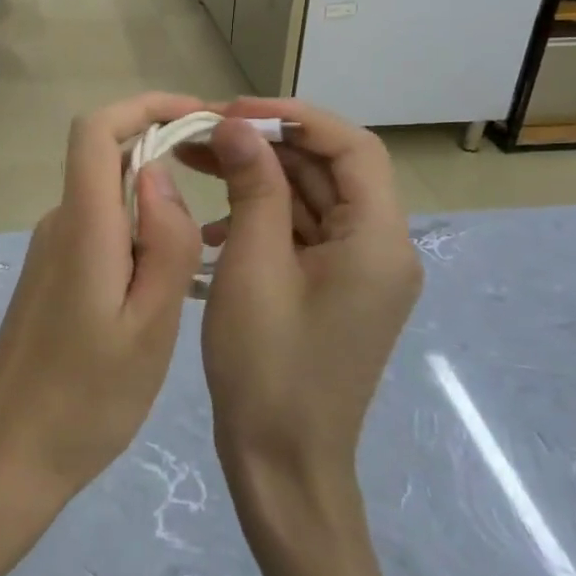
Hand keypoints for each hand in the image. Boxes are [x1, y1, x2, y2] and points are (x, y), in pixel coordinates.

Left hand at [0, 92, 205, 534]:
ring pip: (108, 196)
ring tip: (212, 235)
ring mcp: (52, 248)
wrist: (11, 450)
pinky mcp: (53, 274)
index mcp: (83, 226)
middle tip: (228, 181)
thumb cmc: (88, 398)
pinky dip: (138, 230)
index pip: (96, 129)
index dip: (146, 106)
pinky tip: (169, 276)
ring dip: (156, 197)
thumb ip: (164, 241)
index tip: (201, 118)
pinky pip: (100, 229)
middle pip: (106, 155)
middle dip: (165, 149)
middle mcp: (60, 223)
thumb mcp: (150, 325)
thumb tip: (159, 171)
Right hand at [186, 98, 421, 527]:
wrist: (283, 464)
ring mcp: (357, 271)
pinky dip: (259, 216)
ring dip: (257, 178)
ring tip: (195, 163)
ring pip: (310, 199)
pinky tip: (212, 227)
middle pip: (328, 170)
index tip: (232, 110)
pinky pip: (300, 233)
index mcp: (378, 241)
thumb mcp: (253, 266)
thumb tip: (237, 124)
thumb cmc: (268, 366)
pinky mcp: (333, 289)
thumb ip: (252, 187)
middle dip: (265, 145)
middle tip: (201, 134)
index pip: (352, 147)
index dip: (293, 118)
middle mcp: (380, 248)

** Assigned task **
Each line from the one with "index tip: (232, 110)" through the end of the records above should be written out exactly. No other line should appear.

** Task result **
index tip: (232, 110)
pinky pip: (300, 233)
index mcp: (378, 241)
thumb mcp: (253, 266)
thumb tip: (237, 124)
thumb cmc: (268, 366)
pinky mcp: (333, 289)
thumb ip: (252, 187)
middle dip: (265, 145)
middle tip: (201, 134)
index pip: (352, 147)
index dip: (293, 118)
middle mcp: (380, 248)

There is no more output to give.